* Task data:
◆ ◆ ◆ ◆
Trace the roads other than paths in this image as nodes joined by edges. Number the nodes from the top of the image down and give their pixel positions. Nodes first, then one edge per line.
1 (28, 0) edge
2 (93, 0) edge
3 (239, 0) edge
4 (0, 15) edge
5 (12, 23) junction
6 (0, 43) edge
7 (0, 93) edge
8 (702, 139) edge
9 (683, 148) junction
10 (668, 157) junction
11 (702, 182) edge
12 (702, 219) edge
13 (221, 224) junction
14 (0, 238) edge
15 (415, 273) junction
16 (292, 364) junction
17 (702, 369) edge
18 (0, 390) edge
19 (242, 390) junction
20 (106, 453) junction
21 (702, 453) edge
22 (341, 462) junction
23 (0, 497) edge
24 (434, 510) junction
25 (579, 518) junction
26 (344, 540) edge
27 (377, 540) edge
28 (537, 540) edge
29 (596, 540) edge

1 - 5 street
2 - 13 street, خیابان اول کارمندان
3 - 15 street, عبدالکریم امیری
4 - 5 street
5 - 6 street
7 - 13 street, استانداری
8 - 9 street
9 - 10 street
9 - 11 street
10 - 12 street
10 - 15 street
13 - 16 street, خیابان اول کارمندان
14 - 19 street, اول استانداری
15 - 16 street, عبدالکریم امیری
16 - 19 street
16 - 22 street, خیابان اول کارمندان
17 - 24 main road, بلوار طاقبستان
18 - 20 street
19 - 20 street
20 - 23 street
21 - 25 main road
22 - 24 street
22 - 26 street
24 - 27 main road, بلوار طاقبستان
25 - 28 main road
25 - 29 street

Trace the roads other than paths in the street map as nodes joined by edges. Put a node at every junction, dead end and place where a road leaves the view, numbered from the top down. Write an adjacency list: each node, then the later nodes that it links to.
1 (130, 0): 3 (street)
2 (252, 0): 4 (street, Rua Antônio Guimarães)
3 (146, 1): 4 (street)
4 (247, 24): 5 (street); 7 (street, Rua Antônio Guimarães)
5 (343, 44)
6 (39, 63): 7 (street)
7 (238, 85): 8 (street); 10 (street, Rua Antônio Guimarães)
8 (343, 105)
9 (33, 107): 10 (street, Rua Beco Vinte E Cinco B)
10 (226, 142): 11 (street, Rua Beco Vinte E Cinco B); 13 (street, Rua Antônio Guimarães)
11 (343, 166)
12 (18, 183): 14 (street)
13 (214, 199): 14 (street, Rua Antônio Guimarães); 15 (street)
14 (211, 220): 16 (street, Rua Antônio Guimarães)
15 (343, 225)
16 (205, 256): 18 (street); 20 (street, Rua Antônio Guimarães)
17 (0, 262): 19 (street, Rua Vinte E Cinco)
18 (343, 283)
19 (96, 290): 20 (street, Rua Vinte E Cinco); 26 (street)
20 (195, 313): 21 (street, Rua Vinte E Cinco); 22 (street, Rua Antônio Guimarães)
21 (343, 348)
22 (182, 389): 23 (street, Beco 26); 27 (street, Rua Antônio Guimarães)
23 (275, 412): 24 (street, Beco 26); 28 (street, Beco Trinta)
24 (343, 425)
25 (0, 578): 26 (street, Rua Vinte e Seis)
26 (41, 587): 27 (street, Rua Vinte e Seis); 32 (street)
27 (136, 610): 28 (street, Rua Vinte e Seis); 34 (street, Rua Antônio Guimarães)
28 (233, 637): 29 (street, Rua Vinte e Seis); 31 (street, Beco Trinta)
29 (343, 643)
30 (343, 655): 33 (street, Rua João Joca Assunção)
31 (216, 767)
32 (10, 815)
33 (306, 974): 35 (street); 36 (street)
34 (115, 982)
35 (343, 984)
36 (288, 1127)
◆ ◆ ◆ ◆
* Work instruction: Each entry above is to be written out exactly.

* Answer below:
Trace the roads other than paths in this image as nodes joined by edges. Number the nodes from the top of the image down and give their pixel positions. Nodes first, then one edge per line.
1 (28, 0) edge
2 (93, 0) edge
3 (239, 0) edge
4 (0, 15) edge
5 (12, 23) junction
6 (0, 43) edge
7 (0, 93) edge
8 (702, 139) edge
9 (683, 148) junction
10 (668, 157) junction
11 (702, 182) edge
12 (702, 219) edge
13 (221, 224) junction
14 (0, 238) edge
15 (415, 273) junction
16 (292, 364) junction
17 (702, 369) edge
18 (0, 390) edge
19 (242, 390) junction
20 (106, 453) junction
21 (702, 453) edge
22 (341, 462) junction
23 (0, 497) edge
24 (434, 510) junction
25 (579, 518) junction
26 (344, 540) edge
27 (377, 540) edge
28 (537, 540) edge
29 (596, 540) edge

1 - 5 street
2 - 13 street, خیابان اول کارمندان
3 - 15 street, عبدالکریم امیری
4 - 5 street
5 - 6 street
7 - 13 street, استانداری
8 - 9 street
9 - 10 street
9 - 11 street
10 - 12 street
10 - 15 street
13 - 16 street, خیابان اول کارمندان
14 - 19 street, اول استانداری
15 - 16 street, عبدالکریم امیری
16 - 19 street
16 - 22 street, خیابان اول کارمندان
17 - 24 main road, بلوار طاقبستان
18 - 20 street
19 - 20 street
20 - 23 street
21 - 25 main road
22 - 24 street
22 - 26 street
24 - 27 main road, بلوار طاقبستان
25 - 28 main road
25 - 29 street

Trace the roads other than paths in the street map as nodes joined by edges. Put a node at every junction, dead end and place where a road leaves the view, numbered from the top down. Write an adjacency list: each node, then the later nodes that it links to.
1 (130, 0): 3 (street)
2 (252, 0): 4 (street, Rua Antônio Guimarães)
3 (146, 1): 4 (street)
4 (247, 24): 5 (street); 7 (street, Rua Antônio Guimarães)
5 (343, 44)
6 (39, 63): 7 (street)
7 (238, 85): 8 (street); 10 (street, Rua Antônio Guimarães)
8 (343, 105)
9 (33, 107): 10 (street, Rua Beco Vinte E Cinco B)
10 (226, 142): 11 (street, Rua Beco Vinte E Cinco B); 13 (street, Rua Antônio Guimarães)
11 (343, 166)
12 (18, 183): 14 (street)
13 (214, 199): 14 (street, Rua Antônio Guimarães); 15 (street)
14 (211, 220): 16 (street, Rua Antônio Guimarães)
15 (343, 225)
16 (205, 256): 18 (street); 20 (street, Rua Antônio Guimarães)
17 (0, 262): 19 (street, Rua Vinte E Cinco)
18 (343, 283)
19 (96, 290): 20 (street, Rua Vinte E Cinco); 26 (street)
20 (195, 313): 21 (street, Rua Vinte E Cinco); 22 (street, Rua Antônio Guimarães)
21 (343, 348)
22 (182, 389): 23 (street, Beco 26); 27 (street, Rua Antônio Guimarães)
23 (275, 412): 24 (street, Beco 26); 28 (street, Beco Trinta)
24 (343, 425)
25 (0, 578): 26 (street, Rua Vinte e Seis)
26 (41, 587): 27 (street, Rua Vinte e Seis); 32 (street)
27 (136, 610): 28 (street, Rua Vinte e Seis); 34 (street, Rua Antônio Guimarães)
28 (233, 637): 29 (street, Rua Vinte e Seis); 31 (street, Beco Trinta)
29 (343, 643)
30 (343, 655): 33 (street, Rua João Joca Assunção)
31 (216, 767)
32 (10, 815)
33 (306, 974): 35 (street); 36 (street)
34 (115, 982)
35 (343, 984)
36 (288, 1127)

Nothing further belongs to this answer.